Authors: Padmanabhan Balasubramanian, C. Hari Narayanan

Abstract:

This paper discusses a new, systematic approach to the synthesis of a NP-hard class of non-regenerative Boolean networks, described by FON[FOFF]={mi}[{Mi}], where for every mj[Mj]∈{mi}[{Mi}], there exists another mk[Mk]∈{mi}[{Mi}], such that their Hamming distance HD(mj, mk)=HD(Mj, Mk)=O(n), (where 'n' represents the number of distinct primary inputs). The method automatically ensures exact minimization for certain important selfdual functions with 2n-1 points in its one-set. The elements meant for grouping are determined from a newly proposed weighted incidence matrix. Then the binary value corresponding to the candidate pair is correlated with the proposed binary value matrix to enable direct synthesis. We recommend algebraic factorization operations as a post processing step to enable reduction in literal count. The algorithm can be implemented in any high level language and achieves best cost optimization for the problem dealt with, irrespective of the number of inputs. For other cases, the method is iterated to subsequently reduce it to a problem of O(n-1), O(n-2),.... and then solved. In addition, it leads to optimal results for problems exhibiting higher degree of adjacency, with a different interpretation of the heuristic, and the results are comparable with other methods. In terms of literal cost, at the technology independent stage, the circuits synthesized using our algorithm enabled net savings over AOI (AND-OR-Invert) logic, AND-EXOR logic (EXOR Sum-of- Products or ESOP forms) and AND-OR-EXOR logic by 45.57%, 41.78% and 41.78% respectively for the various problems.
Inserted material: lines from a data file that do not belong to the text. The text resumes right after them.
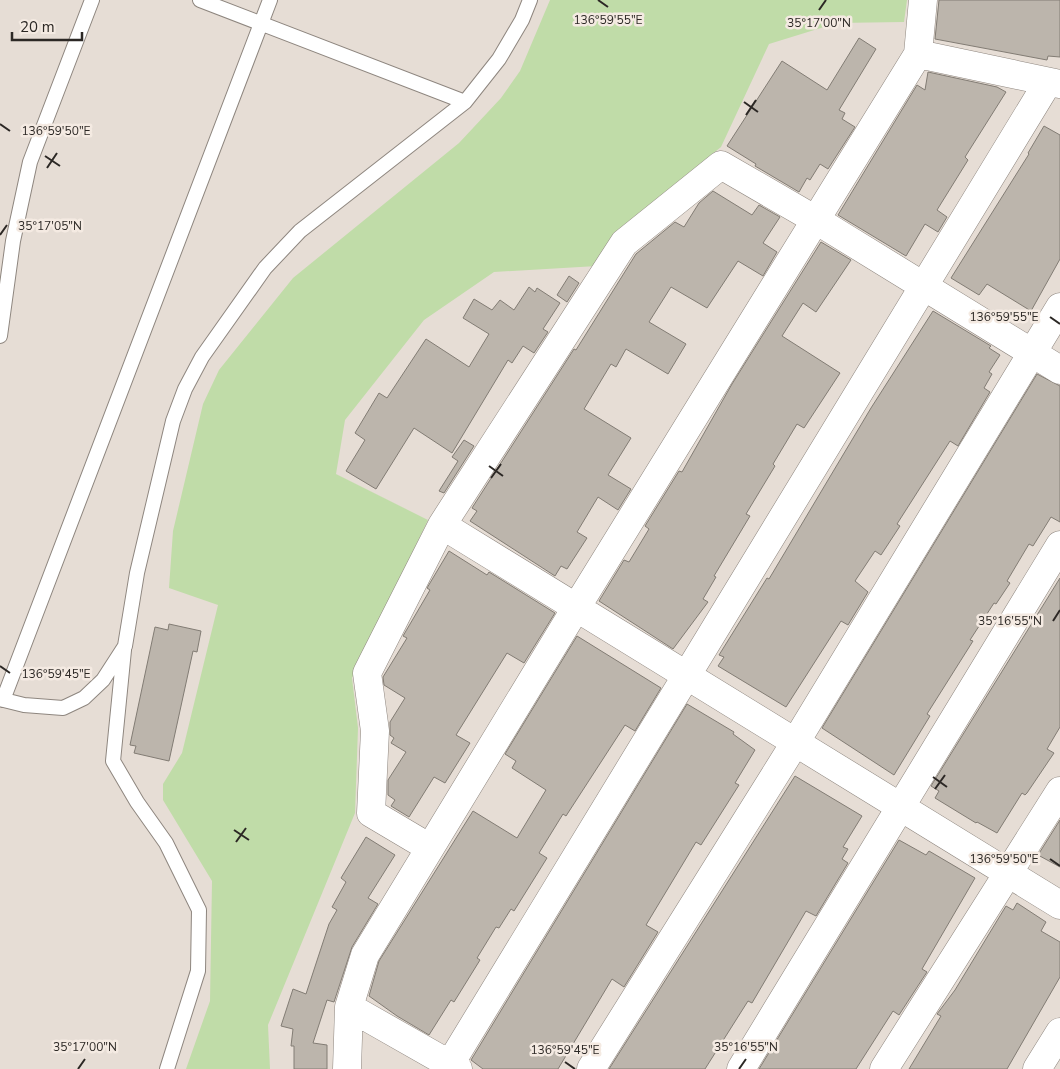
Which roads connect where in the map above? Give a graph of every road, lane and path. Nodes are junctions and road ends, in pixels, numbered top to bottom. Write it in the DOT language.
graph roads {
  1 [pos="92,0"];
  2 [pos="200,0"];
  3 [pos="270,0"];
  4 [pos="530,0"];
  5 [pos="923,0"];
  6 [pos="261,24"];
  7 [pos="918,54"];
  8 [pos="1054,83"];
  9 [pos="465,102"];
  10 [pos="816,220"];
  11 [pos="924,288"];
  12 [pos="1060,307"];
  13 [pos="0,336"];
  14 [pos="1033,354"];
  15 [pos="1060,370"];
  16 [pos="442,525"];
  17 [pos="1060,545"];
  18 [pos="576,608"];
  19 [pos="125,646"];
  20 [pos="687,675"];
  21 [pos="2,699"];
  22 [pos="795,743"];
  23 [pos="1060,791"];
  24 [pos="900,806"];
  25 [pos="430,848"];
  26 [pos="1009,874"];
  27 [pos="1060,905"];
  28 [pos="349,1007"];
  29 [pos="1060,1032"];
  30 [pos="454,1067"];
  31 [pos="167,1069"];
  32 [pos="347,1069"];
  33 [pos="591,1069"];
  34 [pos="740,1069"];
  35 [pos="884,1069"];
  36 [pos="1037,1069"];
  1 -- 13 [label="lane"];
  2 -- 6 [label="lane"];
  3 -- 6 [label="lane"];
  4 -- 9 [label="lane"];
  5 -- 7 [label="street"];
  6 -- 9 [label="lane"];
  6 -- 21 [label="lane"];
  7 -- 8 [label="street"];
  7 -- 10 [label="street"];
  8 -- 11 [label="street"];
  9 -- 19 [label="lane"];
  10 -- 11 [label="street"];
  10 -- 16 [label="street"];
  10 -- 18 [label="street"];
  11 -- 14 [label="street"];
  11 -- 20 [label="street"];
  12 -- 14 [label="street"];
  14 -- 15 [label="street"];
  14 -- 22 [label="street"];
  16 -- 18 [label="street"];
  16 -- 25 [label="street"];
  17 -- 24 [label="street"];
  18 -- 20 [label="street"];
  18 -- 25 [label="street"];
  19 -- 21 [label="lane"];
  19 -- 31 [label="lane"];
  20 -- 22 [label="street"];
  20 -- 30 [label="street"];
  22 -- 24 [label="street"];
  22 -- 33 [label="street"];
  23 -- 26 [label="street"];
  24 -- 26 [label="street"];
  24 -- 34 [label="street"];
  25 -- 28 [label="street"];
  26 -- 27 [label="street"];
  26 -- 35 [label="street"];
  28 -- 30 [label="street"];
  28 -- 32 [label="street"];
  29 -- 36 [label="street"];
}
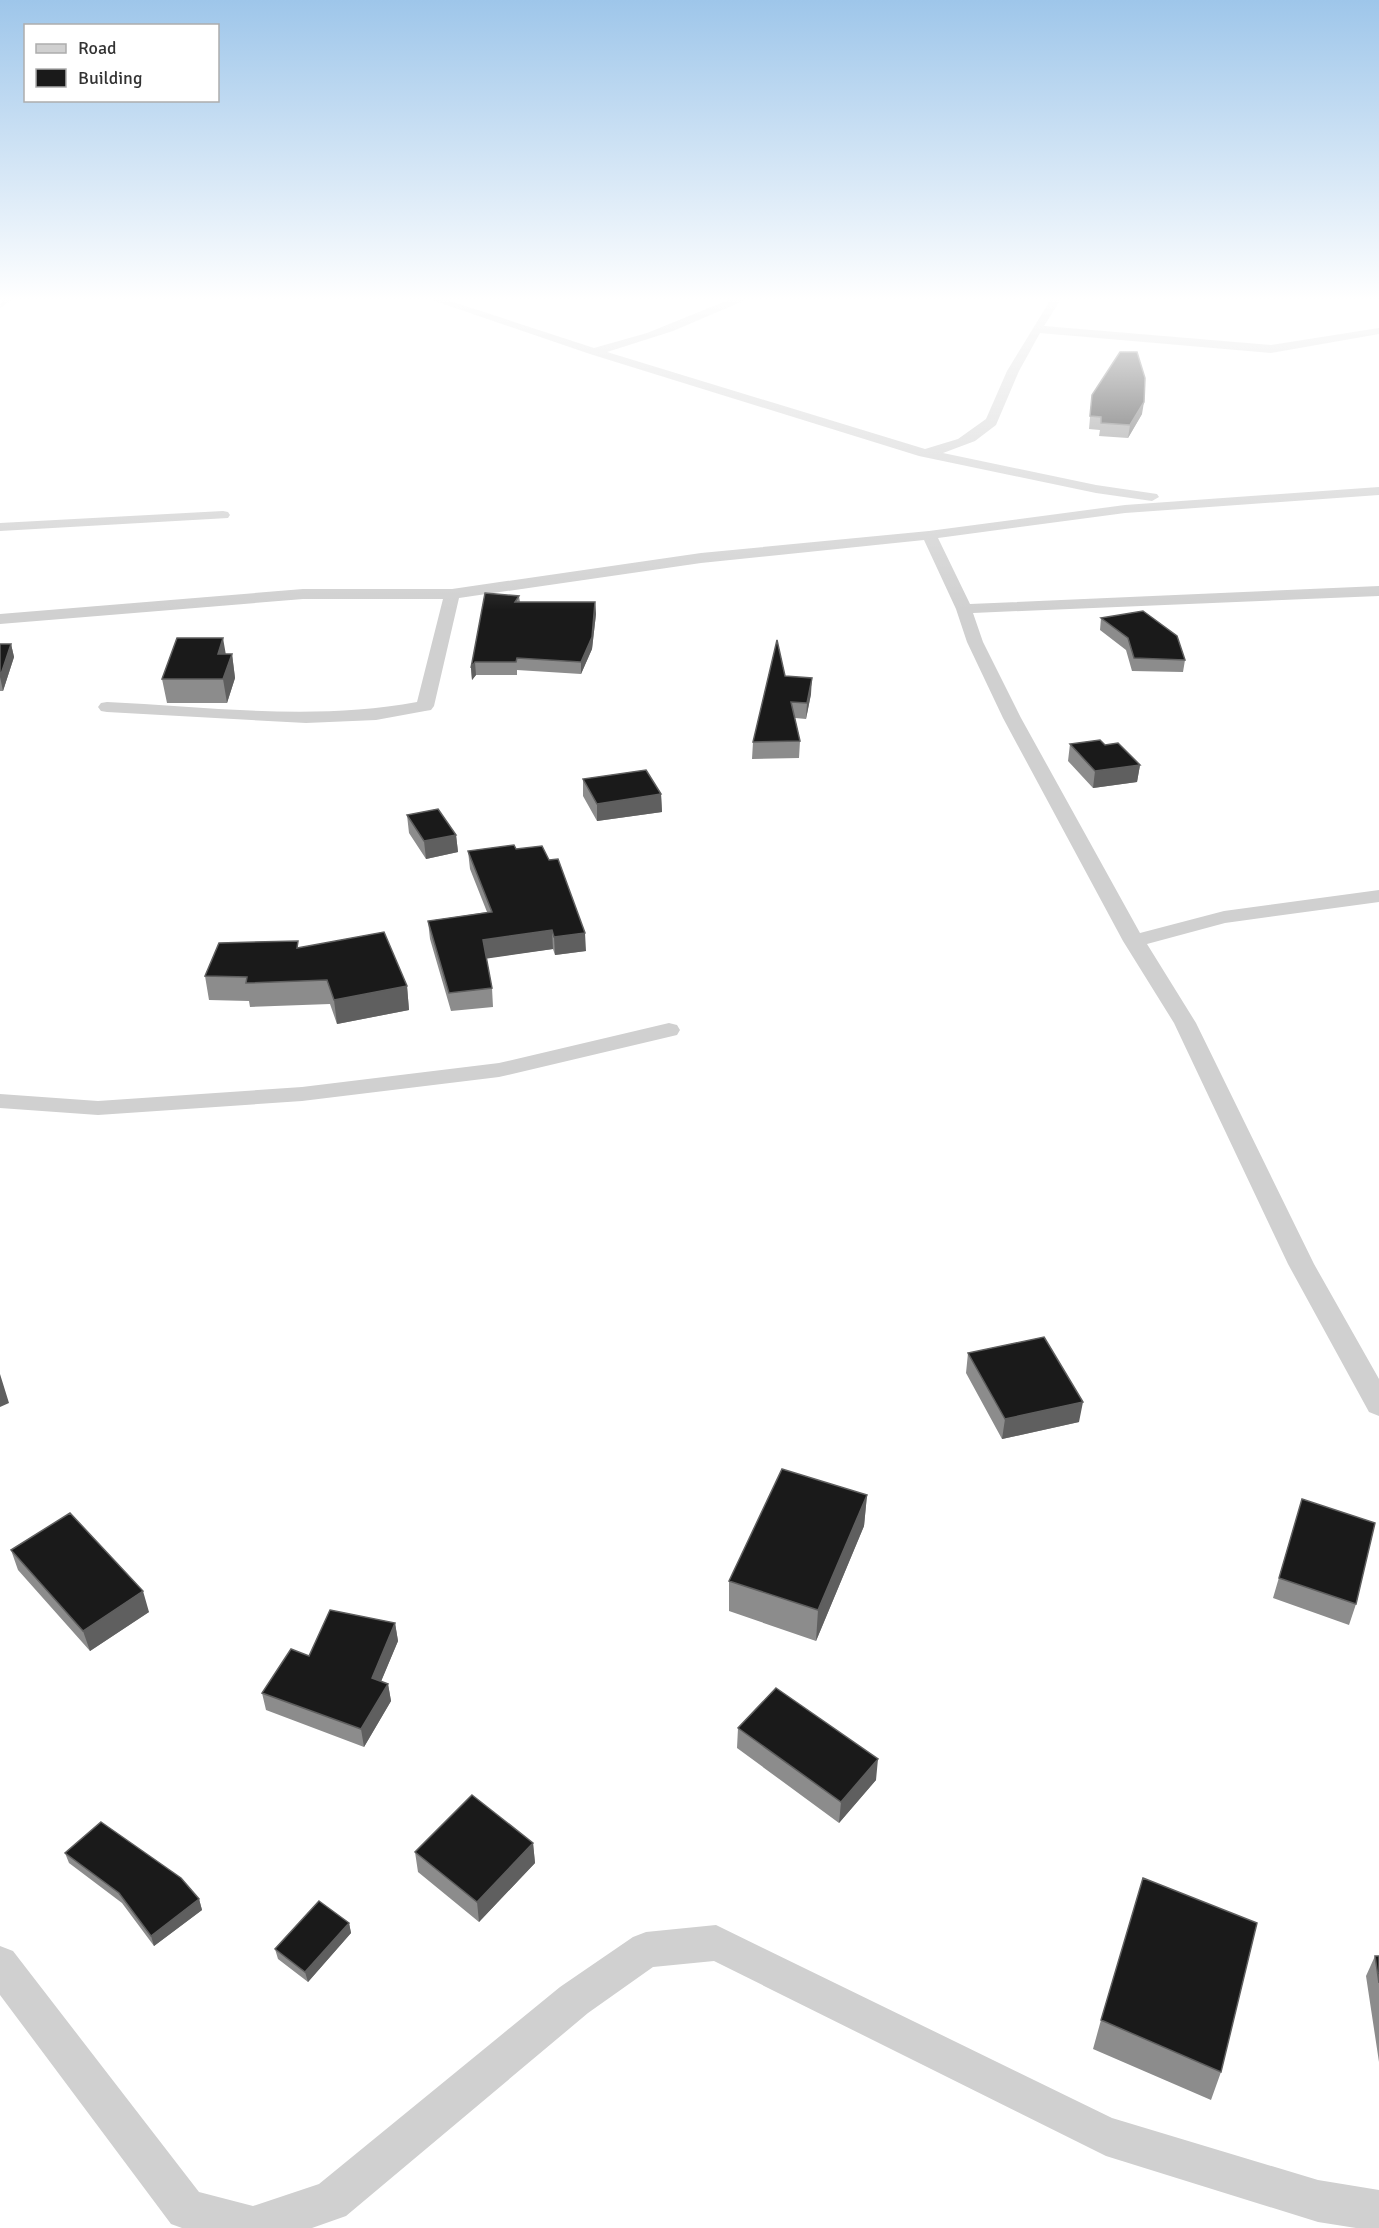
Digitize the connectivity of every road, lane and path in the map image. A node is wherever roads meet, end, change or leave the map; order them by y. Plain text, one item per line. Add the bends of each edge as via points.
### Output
1 (762, 403) edge
2 (999, 403) edge
3 (924, 453) junction
4 (1379, 491) edge
5 (1202, 504) junction
6 (223, 515) dead end
7 (0, 527) edge
8 (929, 535) junction
9 (1379, 591) edge
10 (452, 594) junction
11 (964, 609) junction
12 (0, 619) edge
13 (106, 707) dead end
14 (1379, 896) edge
15 (1134, 941) junction
16 (669, 1030) dead end
17 (0, 1101) edge
18 (1379, 1405) edge
19 (0, 1964) edge
20 (1379, 2211) edge

1 - 3 street
2 - 3 street via 994,419 978,435 952,448
3 - 5 street via 1096,489
4 - 5 street
5 - 8 street via 1125,509
6 - 7 street
8 - 10 street via 701,558
8 - 11 street
9 - 11 street
10 - 12 street via 303,594
10 - 13 street via 425,706 376,715 306,718
11 - 15 street via 975,642 1012,718
14 - 15 street via 1224,917
15 - 18 street via 1185,1023 1301,1264
16 - 17 street via 499,1070 302,1094 98,1108
19 - 20 street via 186,2209 253,2228 331,2201 574,2000 646,1950 716,1943 1106,2136 1318,2201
Circuit level simulations were performed for a wide variety of case studies at 3.3V and 2.5V supply to validate the performance of the proposed method and the quality of the resulting synthesized circuits at two different voltage corners. Power estimation was carried out for a 0.35micron TSMC CMOS process technology. In comparison with AOI logic, the proposed method enabled mean savings in power by 42.46%. With respect to AND-EXOR logic, the proposed method yielded power savings to the tune of 31.88%, while in comparison with AND-OR-EXOR level networks; average power savings of 33.23% was obtained.

Keywords: AOI logic, ESOP, AND-OR-EXOR, Incidencematrix, Hamming distance.